Fields posted her wonderfully told journey on her blog, “We’ll Know When We Get There,” on Thursday, the same day that Hughes died.

According to the time stamp on her blog, she began writing her piece at 4:41 p.m., about 45 minutes after she Tweeted that she would do so. The first comment on her post came shortly after 9 p.m., meaning she produced it in about four hours.

So her swift turn-around suggests:

A. Fields had already crafted much of the story, including the scanned images of Hughes’s letters to her, not to mention the fan club photos of actors like Molly Ringwald and Judd Nelson that she had received through her friendship with Hughes.

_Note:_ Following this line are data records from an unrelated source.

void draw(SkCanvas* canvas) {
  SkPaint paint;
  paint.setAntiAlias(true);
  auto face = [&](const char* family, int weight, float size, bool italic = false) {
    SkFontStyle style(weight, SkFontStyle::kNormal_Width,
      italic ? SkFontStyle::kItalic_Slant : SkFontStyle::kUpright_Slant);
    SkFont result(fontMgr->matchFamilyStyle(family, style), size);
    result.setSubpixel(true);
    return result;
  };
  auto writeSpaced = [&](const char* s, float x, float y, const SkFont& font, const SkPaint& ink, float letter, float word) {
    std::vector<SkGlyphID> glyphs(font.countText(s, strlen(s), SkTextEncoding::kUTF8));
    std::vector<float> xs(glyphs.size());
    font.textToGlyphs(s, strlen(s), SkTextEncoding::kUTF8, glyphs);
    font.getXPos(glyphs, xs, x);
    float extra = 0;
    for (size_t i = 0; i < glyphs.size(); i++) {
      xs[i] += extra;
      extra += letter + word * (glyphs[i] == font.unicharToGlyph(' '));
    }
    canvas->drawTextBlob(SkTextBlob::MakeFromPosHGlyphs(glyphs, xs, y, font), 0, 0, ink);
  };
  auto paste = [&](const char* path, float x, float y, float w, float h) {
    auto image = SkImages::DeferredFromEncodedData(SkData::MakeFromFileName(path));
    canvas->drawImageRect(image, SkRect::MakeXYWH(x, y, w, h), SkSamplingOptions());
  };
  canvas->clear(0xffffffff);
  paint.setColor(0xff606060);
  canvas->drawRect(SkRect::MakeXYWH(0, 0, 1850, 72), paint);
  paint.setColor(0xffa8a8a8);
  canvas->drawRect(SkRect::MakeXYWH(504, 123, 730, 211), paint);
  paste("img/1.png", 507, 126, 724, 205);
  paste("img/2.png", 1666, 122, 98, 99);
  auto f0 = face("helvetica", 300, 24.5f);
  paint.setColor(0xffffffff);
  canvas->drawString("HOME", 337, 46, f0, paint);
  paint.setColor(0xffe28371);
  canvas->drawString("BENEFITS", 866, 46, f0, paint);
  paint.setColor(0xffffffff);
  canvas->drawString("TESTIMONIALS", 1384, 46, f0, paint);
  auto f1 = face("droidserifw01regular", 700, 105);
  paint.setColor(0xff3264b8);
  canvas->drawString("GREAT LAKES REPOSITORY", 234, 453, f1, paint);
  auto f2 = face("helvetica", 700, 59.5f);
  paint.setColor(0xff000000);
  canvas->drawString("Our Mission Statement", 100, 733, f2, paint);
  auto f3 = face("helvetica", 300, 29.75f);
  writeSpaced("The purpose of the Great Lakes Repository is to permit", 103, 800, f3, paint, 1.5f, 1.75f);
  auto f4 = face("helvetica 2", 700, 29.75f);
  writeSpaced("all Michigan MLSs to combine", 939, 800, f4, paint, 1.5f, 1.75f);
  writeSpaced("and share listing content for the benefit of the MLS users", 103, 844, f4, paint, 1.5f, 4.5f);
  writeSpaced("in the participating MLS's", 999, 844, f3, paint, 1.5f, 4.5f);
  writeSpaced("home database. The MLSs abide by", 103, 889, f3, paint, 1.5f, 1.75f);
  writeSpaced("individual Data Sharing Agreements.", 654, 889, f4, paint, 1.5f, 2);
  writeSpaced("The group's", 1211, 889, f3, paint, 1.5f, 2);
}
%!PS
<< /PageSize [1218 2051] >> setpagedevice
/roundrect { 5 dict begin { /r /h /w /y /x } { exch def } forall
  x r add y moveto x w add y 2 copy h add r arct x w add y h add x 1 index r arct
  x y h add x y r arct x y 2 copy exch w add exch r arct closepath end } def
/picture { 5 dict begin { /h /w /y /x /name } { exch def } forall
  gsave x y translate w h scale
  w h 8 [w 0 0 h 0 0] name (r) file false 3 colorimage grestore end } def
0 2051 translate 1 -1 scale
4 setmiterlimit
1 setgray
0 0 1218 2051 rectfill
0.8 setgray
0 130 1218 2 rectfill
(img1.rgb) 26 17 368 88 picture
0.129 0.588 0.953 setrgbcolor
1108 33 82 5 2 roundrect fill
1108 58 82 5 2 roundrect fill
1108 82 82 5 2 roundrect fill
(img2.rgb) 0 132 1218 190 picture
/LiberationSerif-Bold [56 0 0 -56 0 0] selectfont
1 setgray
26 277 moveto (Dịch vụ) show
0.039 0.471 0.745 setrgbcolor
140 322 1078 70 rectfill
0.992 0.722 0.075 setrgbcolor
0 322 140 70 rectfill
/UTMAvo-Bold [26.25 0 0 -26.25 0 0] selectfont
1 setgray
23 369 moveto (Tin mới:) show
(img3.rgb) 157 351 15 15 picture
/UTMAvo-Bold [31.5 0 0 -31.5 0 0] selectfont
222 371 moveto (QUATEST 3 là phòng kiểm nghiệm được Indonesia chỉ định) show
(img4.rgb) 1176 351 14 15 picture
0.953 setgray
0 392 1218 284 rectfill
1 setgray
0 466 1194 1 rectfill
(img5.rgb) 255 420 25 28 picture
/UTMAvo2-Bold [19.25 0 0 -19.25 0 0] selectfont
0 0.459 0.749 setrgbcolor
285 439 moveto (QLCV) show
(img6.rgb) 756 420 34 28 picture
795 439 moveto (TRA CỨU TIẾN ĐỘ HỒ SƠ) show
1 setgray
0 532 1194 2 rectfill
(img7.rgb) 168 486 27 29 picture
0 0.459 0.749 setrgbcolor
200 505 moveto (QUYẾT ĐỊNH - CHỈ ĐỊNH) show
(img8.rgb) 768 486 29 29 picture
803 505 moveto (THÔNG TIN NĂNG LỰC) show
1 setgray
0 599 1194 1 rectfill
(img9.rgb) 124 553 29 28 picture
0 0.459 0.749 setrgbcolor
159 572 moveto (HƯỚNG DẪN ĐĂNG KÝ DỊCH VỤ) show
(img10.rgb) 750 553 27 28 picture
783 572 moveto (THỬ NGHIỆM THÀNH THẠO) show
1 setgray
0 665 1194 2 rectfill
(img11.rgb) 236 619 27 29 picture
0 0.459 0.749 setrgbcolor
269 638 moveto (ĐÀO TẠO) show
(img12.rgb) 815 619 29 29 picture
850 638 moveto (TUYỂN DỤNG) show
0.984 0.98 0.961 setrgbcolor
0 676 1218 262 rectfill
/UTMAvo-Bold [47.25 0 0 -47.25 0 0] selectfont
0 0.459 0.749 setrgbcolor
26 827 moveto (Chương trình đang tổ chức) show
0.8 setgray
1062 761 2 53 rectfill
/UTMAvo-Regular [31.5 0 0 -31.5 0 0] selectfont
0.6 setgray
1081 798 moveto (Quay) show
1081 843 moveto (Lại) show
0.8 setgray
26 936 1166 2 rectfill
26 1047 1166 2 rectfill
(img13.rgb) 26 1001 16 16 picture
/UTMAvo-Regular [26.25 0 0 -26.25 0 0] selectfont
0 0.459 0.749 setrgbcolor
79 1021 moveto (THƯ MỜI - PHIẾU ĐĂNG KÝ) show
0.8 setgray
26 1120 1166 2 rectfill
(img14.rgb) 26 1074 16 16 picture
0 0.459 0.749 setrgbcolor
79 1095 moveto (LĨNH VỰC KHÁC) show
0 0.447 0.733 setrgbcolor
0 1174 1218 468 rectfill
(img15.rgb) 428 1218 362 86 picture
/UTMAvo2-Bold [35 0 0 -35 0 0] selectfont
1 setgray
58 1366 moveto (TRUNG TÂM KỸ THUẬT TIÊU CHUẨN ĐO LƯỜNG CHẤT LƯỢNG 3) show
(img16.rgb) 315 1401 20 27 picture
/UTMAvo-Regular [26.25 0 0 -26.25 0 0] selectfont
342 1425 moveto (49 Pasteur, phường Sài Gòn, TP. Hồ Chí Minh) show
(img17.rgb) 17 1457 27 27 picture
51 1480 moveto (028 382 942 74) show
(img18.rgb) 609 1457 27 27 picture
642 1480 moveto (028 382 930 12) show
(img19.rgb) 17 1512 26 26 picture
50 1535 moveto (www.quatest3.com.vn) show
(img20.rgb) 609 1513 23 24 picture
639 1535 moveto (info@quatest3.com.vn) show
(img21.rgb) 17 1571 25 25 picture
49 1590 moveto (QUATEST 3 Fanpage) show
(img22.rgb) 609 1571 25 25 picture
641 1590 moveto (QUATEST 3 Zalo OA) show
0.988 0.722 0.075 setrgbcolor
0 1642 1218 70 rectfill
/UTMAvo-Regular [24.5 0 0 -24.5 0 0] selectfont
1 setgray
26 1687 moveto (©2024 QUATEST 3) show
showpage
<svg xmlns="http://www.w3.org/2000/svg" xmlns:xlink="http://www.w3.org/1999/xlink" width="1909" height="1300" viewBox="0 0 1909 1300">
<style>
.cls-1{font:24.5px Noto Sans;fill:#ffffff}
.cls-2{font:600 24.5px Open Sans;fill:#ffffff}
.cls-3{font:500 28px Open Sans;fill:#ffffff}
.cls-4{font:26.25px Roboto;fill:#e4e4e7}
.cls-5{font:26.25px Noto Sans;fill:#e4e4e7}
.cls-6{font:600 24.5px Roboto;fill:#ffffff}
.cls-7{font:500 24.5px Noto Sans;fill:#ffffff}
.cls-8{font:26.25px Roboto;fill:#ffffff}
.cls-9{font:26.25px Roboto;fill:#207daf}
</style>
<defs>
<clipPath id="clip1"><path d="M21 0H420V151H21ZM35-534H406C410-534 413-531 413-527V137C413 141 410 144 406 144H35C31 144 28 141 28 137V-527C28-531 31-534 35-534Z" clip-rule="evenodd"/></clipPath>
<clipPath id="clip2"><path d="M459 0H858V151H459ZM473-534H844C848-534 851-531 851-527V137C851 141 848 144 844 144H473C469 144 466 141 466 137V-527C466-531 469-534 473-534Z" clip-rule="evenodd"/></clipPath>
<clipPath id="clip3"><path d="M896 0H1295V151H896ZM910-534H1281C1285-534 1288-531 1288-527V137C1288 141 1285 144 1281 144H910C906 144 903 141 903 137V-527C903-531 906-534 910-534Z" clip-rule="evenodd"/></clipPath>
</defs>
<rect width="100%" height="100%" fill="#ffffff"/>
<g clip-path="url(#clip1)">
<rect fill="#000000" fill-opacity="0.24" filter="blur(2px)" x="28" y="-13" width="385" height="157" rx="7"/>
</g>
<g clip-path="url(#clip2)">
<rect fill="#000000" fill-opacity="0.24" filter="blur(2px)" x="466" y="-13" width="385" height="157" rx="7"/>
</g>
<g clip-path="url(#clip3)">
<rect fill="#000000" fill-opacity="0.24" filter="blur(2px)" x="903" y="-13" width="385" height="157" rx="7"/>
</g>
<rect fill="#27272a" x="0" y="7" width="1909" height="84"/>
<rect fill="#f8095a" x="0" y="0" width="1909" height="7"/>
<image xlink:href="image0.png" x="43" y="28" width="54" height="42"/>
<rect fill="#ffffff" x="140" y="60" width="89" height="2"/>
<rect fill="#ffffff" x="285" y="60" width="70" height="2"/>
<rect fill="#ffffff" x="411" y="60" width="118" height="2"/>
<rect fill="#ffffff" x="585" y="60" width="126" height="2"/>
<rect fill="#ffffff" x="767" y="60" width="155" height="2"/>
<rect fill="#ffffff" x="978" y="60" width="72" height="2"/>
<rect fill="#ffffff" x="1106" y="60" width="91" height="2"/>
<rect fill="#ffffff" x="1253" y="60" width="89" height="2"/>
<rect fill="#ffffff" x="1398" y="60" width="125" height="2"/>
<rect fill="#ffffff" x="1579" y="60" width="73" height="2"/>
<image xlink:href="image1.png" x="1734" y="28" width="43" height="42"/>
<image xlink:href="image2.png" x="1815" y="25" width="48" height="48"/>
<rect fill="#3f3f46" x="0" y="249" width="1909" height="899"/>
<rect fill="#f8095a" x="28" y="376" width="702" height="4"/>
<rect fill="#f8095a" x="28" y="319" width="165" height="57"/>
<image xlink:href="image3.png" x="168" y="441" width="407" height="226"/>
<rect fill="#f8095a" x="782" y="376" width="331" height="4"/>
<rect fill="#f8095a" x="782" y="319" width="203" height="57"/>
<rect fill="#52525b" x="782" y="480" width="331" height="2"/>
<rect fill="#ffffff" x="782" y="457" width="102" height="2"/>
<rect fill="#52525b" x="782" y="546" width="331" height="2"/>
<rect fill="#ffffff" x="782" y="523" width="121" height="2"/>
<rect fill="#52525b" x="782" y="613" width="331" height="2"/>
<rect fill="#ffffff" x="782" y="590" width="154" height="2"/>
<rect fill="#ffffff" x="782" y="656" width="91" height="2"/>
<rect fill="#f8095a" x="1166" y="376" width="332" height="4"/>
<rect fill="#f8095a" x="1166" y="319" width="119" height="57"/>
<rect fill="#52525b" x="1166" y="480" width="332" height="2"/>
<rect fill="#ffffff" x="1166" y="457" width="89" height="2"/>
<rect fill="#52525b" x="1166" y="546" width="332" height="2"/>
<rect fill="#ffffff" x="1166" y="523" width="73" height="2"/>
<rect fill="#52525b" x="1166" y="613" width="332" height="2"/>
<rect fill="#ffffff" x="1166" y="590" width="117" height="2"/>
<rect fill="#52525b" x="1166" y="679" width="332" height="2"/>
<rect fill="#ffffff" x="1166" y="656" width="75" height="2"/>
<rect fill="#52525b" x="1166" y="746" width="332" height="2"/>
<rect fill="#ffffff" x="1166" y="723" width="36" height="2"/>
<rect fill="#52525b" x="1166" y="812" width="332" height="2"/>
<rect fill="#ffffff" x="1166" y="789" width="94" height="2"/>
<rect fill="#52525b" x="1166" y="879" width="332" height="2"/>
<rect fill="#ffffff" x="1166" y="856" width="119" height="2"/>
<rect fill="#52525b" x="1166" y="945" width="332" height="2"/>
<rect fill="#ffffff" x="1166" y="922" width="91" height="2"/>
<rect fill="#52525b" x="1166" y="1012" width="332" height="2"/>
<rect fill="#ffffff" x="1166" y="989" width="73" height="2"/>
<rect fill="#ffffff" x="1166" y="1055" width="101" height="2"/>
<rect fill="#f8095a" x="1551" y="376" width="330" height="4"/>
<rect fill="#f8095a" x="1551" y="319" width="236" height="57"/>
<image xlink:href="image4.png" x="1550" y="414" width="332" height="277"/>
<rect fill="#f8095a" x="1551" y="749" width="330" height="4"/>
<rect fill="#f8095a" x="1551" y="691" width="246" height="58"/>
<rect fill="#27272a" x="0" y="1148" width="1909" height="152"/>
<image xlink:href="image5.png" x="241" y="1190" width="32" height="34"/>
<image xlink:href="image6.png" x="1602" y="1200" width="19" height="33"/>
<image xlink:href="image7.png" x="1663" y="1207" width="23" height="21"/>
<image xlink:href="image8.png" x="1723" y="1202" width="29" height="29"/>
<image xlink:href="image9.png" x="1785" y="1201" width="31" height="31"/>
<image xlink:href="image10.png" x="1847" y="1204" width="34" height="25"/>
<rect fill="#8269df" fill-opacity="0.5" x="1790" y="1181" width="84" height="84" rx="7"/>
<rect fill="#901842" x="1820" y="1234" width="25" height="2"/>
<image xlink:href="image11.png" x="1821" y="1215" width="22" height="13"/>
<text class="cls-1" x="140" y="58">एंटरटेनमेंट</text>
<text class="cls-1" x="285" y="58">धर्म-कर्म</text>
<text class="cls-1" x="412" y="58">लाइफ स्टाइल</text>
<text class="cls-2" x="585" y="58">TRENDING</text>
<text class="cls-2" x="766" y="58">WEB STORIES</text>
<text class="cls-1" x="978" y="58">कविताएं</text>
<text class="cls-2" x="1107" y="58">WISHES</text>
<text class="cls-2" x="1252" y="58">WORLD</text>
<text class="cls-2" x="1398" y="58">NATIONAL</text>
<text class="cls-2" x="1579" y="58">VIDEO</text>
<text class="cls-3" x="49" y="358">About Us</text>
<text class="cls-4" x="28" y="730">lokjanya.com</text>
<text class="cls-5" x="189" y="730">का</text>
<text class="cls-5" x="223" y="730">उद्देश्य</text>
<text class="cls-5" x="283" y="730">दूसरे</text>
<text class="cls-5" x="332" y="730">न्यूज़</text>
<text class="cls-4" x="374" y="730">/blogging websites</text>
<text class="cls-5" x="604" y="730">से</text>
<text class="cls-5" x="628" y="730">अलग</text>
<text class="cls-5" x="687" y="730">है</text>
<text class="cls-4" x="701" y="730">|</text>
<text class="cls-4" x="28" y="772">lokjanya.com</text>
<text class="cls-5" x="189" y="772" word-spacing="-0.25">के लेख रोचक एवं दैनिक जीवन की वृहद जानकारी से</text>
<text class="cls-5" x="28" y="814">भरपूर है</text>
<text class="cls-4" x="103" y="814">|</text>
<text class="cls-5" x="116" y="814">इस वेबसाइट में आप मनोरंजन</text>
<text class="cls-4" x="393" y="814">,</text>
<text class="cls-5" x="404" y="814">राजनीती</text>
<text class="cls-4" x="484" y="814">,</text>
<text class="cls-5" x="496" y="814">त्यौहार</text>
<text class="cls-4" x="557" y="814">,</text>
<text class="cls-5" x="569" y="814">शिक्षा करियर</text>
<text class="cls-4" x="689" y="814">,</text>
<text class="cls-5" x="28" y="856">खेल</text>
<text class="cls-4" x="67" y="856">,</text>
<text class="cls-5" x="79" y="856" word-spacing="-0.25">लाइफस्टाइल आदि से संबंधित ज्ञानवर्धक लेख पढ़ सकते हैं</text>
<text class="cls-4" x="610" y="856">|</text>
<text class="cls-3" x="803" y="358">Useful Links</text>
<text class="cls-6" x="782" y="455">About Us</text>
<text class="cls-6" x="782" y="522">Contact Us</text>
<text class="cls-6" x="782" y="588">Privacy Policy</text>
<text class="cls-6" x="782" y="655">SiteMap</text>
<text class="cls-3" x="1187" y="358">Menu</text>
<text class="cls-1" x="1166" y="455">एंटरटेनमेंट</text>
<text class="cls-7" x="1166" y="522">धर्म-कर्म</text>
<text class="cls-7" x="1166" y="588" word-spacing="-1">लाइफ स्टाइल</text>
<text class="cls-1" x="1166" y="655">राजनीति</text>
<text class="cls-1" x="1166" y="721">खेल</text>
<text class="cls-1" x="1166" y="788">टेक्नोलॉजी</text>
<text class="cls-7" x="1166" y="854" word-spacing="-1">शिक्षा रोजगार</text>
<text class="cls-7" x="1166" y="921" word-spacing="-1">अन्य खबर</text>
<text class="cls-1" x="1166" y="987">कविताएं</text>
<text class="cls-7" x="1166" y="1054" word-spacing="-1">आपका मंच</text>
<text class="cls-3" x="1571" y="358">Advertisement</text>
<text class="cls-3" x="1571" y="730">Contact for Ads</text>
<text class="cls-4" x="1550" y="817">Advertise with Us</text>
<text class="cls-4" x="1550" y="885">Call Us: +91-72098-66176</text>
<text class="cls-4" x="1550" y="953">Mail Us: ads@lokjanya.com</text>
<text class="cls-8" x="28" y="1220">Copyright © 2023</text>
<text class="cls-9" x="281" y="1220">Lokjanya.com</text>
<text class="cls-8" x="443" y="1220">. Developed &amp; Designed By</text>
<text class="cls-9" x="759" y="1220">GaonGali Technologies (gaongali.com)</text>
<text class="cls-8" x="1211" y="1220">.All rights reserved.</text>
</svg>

Was she simply waiting for an opportunity to share her experience, and Hughes’s death opened the door?

Or…

B. In a flurry of creativity amid her grief over Hughes’s death, Fields managed to whip up this moving blog post.

In either event, the timing of her blog, let alone the content, should spur on this question in any skeptically trained mind:

How do we know her account to be true? Has anyone independently verified Hughes’s handwriting? Did he ever talk about this pen pal with any of his family or friends?

I’d be interested in reading that story. And Fields, as a media-savvy individual who understands the tenets of journalism (check out her bio here), may well welcome such scrutiny.

For what it’s worth, if I had to bet a dollar, my gut instinct is this: I believe Fields is being truthful. Further, I believe she is a most insightful, gifted communicator. She is among a select group of people who would have the literary and technical ability to “write on deadline” in this manner.

But don’t take my word for any of that. As I commented at the end of the Washington Post Celebritology Q & A in which Jen Chaney interviewed Fields:

“This all has an authentic air, but I wonder how various media types are confirming the accuracy/credibility of Alison? That, to me, is a story unto itself–the process of confirming her pen-pal relationship actually occurred. If your mother tells you she loves you…check it out!”